SUPPLIED INFORMATION →
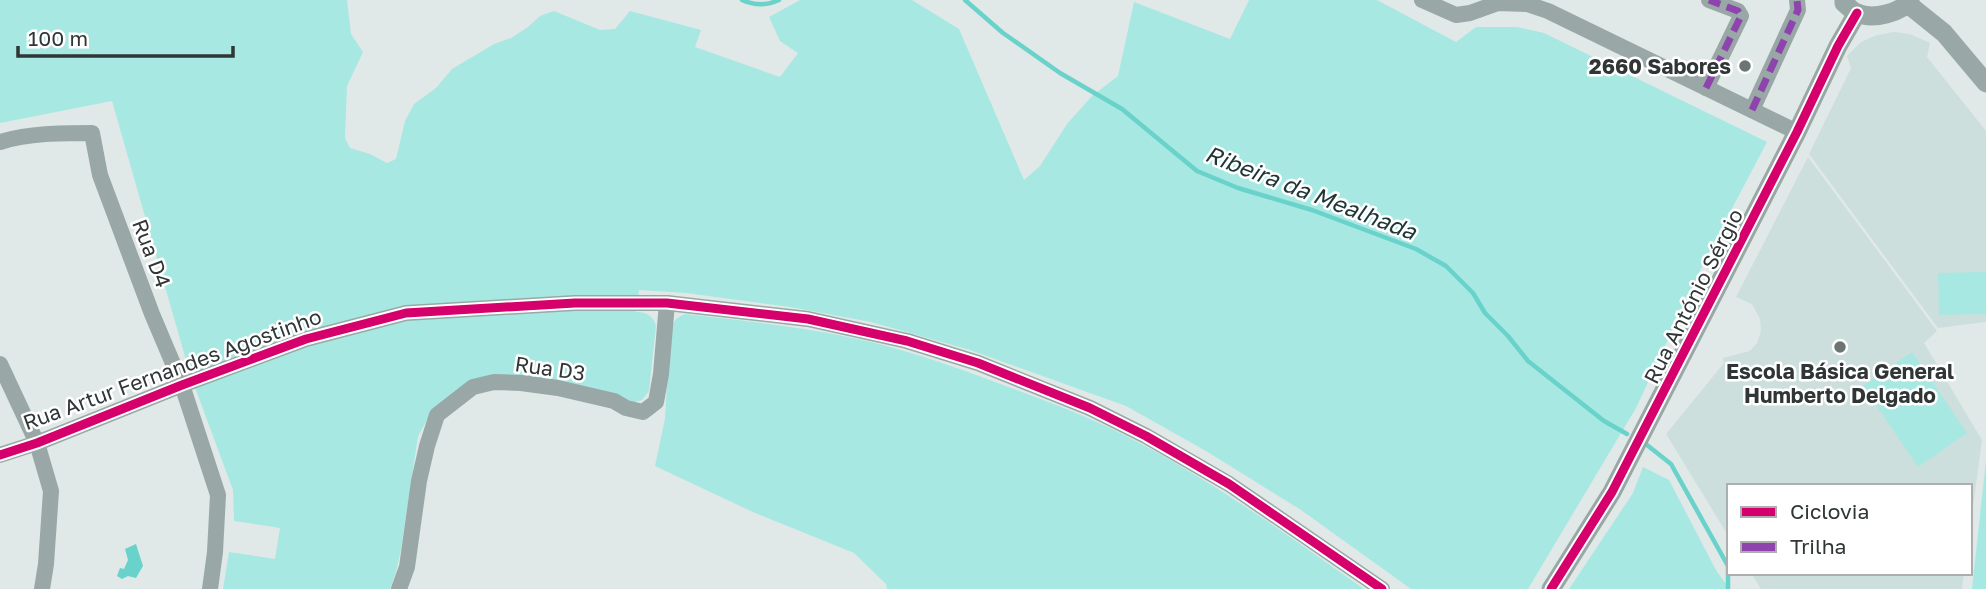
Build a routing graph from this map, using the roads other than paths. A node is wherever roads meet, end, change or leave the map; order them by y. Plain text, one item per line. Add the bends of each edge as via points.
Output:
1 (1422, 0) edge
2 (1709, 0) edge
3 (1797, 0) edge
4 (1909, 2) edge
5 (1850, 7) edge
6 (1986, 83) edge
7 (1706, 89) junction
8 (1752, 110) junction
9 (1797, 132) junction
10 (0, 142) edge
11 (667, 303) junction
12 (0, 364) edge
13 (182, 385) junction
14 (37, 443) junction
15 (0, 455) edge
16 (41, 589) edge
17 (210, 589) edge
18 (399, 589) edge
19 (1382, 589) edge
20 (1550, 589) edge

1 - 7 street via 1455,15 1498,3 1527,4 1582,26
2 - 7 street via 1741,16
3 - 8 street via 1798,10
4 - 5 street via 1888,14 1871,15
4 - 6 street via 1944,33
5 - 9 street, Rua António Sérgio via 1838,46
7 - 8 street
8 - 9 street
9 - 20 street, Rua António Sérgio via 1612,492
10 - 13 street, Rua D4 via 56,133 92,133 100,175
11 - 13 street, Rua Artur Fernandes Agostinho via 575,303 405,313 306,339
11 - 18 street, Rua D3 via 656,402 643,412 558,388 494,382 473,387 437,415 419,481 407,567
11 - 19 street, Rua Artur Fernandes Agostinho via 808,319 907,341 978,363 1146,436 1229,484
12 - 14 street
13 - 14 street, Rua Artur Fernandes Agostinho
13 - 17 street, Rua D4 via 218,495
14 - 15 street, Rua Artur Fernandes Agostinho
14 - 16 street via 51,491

TO DO → The records shown above are to be repeated exactly, with the pictures left out.

ANSWER TO THIS EXERCISE →
Build a routing graph from this map, using the roads other than paths. A node is wherever roads meet, end, change or leave the map; order them by y. Plain text, one item per line. Add the bends of each edge as via points.
Output:
1 (1422, 0) edge
2 (1709, 0) edge
3 (1797, 0) edge
4 (1909, 2) edge
5 (1850, 7) edge
6 (1986, 83) edge
7 (1706, 89) junction
8 (1752, 110) junction
9 (1797, 132) junction
10 (0, 142) edge
11 (667, 303) junction
12 (0, 364) edge
13 (182, 385) junction
14 (37, 443) junction
15 (0, 455) edge
16 (41, 589) edge
17 (210, 589) edge
18 (399, 589) edge
19 (1382, 589) edge
20 (1550, 589) edge

1 - 7 street via 1455,15 1498,3 1527,4 1582,26
2 - 7 street via 1741,16
3 - 8 street via 1798,10
4 - 5 street via 1888,14 1871,15
4 - 6 street via 1944,33
5 - 9 street, Rua António Sérgio via 1838,46
7 - 8 street
8 - 9 street
9 - 20 street, Rua António Sérgio via 1612,492
10 - 13 street, Rua D4 via 56,133 92,133 100,175
11 - 13 street, Rua Artur Fernandes Agostinho via 575,303 405,313 306,339
11 - 18 street, Rua D3 via 656,402 643,412 558,388 494,382 473,387 437,415 419,481 407,567
11 - 19 street, Rua Artur Fernandes Agostinho via 808,319 907,341 978,363 1146,436 1229,484
12 - 14 street
13 - 14 street, Rua Artur Fernandes Agostinho
13 - 17 street, Rua D4 via 218,495
14 - 15 street, Rua Artur Fernandes Agostinho
14 - 16 street via 51,491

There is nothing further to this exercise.